De su paso por la gestión pública recuerda que siempre trabajó ad honorem “porque cobraba una jubilación” por el cargo que tuvo durante el gobierno de Perón. “En un momento podía llegar a mucho, ahora es un sueldo con el que apenas puedo vivir”, dice. Añade que, cuando estuvo en la gestión en los 70, planteó como eje: “de aquí en más cada fábrica que se pone tiene que decir qué hace con sus deshechos, qué hace con sus efluentes”.

“Fue la primera cosa que yo hice -prosiguió-, pero eso era frenar el desarrollo, por lo que firmamos un convenio con (Jorge Alberto) Taiana padre, que era ministro de Educación, como base para toda la parte de los valores, que eso es lo que no se termina de entender”.

- Y luego, ¿qué pasó con el tema ambiental?

- Y no pasó nada, nada, no la ven y siguen sin verla. Con (Romina) Picolotti -secretaria de Ambiente y Desarrollo Sustentable de la Nación desde 2006 hasta 2008- el presidente (Néstor Kirchner) quiso poner una figura un poco más manejable, pero sin norte; no hay estrategias. Y lo que queremos nosotros es que haya crecimiento.

- ¿Qué hay que tener en cuenta hoy en materia de medio ambiente?

- Tomar en cuenta el estado calamitoso, de la crisis que se está dando, del grado de urgencias con medidas preventivas a tomar, porque hay una realidad de cambio climático que se está produciendo. Pero hay en el camino todo un proceso. Tomemos el agua, que es un recurso geopolítico, tema por el que hay conflictos porque hay muchos actores en un mismo territorio. Va a haber un problema muy serio, pero no solo nivel de países, sino a nivel internacional. En ese sentido, vale preguntar cuál va a ser la política de Estado, ¿puede haber un política sin una estrategia definida con relación al proceso productivo? ¿Vamos a permitir que nos digan qué hacer con nuestro suelos?

- ¿Qué debe privilegiar hoy la Argentina en materia de medio ambiente?

- El modelo productivo, porque hay que tener un futuro, también la gestión del agua en relación con todo. Es decir, tiene que haber una política de Estado, y no en la que la gente no se interese. Estamos sin estrategia y yo tiendo a revertir eso, tratando de meter en el Gobierno cuál es. Yo propuse al Consejo Federal Ambiental que hagamos algo, como brindar información y formación ambiental, para que la gente tenga derecho a la información y además formación para que pueda ser protagonista junto a todos los factores.

- ¿Por qué no se le da importancia a la problemática ambiental? ¿No se la ve como un drama a futuro?

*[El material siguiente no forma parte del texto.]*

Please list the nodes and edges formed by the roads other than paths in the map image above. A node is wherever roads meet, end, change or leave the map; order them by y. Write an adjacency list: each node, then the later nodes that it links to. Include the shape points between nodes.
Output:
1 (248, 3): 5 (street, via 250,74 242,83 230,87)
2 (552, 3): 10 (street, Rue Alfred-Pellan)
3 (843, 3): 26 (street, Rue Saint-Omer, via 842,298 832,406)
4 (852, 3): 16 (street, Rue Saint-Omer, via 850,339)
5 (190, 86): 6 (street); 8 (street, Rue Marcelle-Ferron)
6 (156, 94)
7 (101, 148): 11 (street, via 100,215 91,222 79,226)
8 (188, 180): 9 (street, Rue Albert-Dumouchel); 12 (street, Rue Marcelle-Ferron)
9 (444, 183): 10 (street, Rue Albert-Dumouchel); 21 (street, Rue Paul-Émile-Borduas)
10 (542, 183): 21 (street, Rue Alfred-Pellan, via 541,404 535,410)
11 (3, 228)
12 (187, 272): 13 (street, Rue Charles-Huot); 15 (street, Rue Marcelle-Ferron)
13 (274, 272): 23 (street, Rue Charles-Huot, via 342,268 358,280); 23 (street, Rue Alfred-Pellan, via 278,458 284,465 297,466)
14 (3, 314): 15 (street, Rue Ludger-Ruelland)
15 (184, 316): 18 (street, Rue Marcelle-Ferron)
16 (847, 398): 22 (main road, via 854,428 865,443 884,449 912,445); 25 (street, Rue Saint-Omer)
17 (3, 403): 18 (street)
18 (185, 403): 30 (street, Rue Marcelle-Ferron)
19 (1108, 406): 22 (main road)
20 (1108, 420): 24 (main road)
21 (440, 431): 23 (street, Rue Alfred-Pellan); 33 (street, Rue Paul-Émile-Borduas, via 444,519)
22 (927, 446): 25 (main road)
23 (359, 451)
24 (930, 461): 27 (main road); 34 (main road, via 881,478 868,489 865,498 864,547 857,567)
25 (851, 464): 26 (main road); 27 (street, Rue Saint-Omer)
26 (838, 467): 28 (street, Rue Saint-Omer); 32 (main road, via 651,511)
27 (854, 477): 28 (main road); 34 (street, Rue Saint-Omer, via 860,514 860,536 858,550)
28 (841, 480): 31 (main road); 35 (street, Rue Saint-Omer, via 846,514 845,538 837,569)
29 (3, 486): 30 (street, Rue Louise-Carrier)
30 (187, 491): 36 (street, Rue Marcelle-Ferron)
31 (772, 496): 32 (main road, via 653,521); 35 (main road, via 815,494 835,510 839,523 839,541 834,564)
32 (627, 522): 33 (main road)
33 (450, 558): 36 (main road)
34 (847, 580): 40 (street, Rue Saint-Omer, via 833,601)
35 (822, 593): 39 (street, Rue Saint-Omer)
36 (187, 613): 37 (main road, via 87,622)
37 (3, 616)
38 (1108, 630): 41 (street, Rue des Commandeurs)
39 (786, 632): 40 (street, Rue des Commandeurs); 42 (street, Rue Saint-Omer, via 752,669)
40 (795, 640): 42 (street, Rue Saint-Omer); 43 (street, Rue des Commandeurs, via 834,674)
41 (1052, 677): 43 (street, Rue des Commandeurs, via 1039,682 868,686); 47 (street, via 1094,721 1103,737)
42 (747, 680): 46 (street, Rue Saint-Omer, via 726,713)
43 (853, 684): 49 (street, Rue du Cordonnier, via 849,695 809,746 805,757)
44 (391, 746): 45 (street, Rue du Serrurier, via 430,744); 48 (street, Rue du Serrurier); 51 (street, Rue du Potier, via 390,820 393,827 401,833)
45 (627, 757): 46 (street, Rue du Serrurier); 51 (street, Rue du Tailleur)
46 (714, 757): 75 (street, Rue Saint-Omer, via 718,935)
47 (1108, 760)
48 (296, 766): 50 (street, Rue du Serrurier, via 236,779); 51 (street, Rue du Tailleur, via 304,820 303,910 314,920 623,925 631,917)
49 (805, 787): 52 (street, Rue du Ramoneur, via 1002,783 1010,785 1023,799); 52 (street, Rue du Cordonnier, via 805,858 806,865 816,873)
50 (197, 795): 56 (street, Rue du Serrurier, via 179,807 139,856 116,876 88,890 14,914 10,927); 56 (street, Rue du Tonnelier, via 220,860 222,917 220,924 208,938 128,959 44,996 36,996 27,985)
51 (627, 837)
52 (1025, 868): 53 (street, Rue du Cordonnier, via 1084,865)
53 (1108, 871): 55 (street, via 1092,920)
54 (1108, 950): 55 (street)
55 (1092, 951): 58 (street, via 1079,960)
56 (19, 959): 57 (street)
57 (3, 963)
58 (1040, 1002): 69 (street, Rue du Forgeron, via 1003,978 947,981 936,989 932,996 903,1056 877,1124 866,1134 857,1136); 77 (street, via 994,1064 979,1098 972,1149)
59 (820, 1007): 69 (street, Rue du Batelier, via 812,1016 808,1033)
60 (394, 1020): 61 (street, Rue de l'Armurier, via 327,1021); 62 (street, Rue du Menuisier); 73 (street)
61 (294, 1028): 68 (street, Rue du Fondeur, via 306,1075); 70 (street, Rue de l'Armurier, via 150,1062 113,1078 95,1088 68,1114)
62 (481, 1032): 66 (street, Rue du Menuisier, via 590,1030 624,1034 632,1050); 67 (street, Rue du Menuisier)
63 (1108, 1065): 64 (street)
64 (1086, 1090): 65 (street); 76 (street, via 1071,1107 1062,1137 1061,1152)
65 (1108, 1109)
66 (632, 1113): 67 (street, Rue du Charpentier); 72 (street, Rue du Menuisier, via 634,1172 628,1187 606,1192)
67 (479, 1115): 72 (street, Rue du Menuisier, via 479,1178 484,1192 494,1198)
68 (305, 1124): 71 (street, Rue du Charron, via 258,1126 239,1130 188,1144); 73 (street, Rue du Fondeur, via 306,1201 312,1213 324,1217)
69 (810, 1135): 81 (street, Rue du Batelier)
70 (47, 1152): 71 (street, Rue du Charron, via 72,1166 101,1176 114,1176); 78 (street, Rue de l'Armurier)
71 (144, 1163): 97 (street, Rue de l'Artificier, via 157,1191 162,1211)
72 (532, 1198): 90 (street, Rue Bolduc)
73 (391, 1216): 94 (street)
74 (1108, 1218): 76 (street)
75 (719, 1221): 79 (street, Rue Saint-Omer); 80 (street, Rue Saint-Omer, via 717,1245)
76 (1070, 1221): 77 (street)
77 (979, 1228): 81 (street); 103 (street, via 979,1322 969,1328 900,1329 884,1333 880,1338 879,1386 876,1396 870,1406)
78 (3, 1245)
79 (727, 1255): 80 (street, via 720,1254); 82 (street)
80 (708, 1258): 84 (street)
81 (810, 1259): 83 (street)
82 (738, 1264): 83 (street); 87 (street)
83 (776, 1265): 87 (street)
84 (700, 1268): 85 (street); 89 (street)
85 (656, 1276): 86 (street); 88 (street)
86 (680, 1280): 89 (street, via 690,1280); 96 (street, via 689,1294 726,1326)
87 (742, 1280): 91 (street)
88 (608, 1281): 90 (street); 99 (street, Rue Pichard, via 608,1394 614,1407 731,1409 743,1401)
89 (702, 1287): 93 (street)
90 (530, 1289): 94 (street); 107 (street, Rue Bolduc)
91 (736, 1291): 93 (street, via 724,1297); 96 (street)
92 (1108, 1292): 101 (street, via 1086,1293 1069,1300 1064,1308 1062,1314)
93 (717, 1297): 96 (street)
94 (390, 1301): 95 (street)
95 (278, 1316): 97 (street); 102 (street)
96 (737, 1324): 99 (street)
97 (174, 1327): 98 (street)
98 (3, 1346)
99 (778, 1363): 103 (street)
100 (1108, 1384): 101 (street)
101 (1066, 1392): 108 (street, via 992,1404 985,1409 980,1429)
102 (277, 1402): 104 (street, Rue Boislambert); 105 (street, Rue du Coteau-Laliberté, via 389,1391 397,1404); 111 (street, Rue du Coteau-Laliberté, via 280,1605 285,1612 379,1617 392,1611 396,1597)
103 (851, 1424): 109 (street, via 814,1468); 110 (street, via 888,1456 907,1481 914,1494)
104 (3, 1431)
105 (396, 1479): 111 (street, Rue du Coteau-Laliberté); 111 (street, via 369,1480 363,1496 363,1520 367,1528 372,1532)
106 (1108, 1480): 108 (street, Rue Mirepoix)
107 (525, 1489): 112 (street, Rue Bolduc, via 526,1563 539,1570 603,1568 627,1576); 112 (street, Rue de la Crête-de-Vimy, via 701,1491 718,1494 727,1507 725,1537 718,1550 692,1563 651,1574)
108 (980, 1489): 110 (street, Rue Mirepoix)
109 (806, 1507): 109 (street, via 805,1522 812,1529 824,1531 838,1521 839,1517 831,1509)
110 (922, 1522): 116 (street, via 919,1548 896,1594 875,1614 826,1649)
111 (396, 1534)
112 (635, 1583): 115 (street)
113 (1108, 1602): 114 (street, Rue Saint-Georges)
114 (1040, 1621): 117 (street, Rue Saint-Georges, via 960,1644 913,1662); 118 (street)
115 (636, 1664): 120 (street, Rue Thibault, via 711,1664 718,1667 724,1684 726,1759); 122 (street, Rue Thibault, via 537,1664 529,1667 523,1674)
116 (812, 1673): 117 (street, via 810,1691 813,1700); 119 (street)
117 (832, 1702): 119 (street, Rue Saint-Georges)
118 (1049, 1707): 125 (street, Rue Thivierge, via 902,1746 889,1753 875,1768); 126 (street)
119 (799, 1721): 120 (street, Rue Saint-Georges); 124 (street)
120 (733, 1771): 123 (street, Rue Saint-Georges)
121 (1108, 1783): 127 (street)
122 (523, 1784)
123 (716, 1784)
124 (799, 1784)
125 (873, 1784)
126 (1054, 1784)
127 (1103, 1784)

- Porque recién se están dando cuenta de esto, aunque tampoco se trata de tomarlo como elemento de reflexión y de acción, porque hay intereses en juego. El tema puede producir tensión social. Lo importante es que haya un sistema de información y eso estoy tratando de armar. Estamos en una etapa de trabajo, viendo la pobreza, la seguridad alimentaria, tratando de fomentar la información para que la gente sea protagonista, para que no esté esperando asistencia, sino que la demande, que vaya al INTA, INTI, Prohuerta, todo ese tipo de cosas.

- ¿A que debe darle prioridad el Gobierno nacional?

- Tiene que darle prioridad justamente a la cuestión del aire, porque la gente está en un estado de saturación, de que ya no se aguanta más la contaminación, cansada de que el Gobierno no tenga en cuenta lo que los está afectando; hay gente que no tiene medios de protegerse, gente que está con problemas asmáticos y broncopulmonares. El Defensor del Pueblo debe hacer una evaluación para ver cómo está influyendo. No puede ser que se tome agua en recipientes contaminados, o expuestos a la contaminación. Sobre todo, la pobreza y la contaminación son las cosas para atender. Deben tomarse en serio las consecuencias de un desarrollo no limpio, que no es estable. Pero, además, debe hacerse una política acorde a las necesidades, por ejemplo, para gente que no puede acceder a créditos y a los medios para hacer canalizaciones. Hay muchas situaciones a considerar.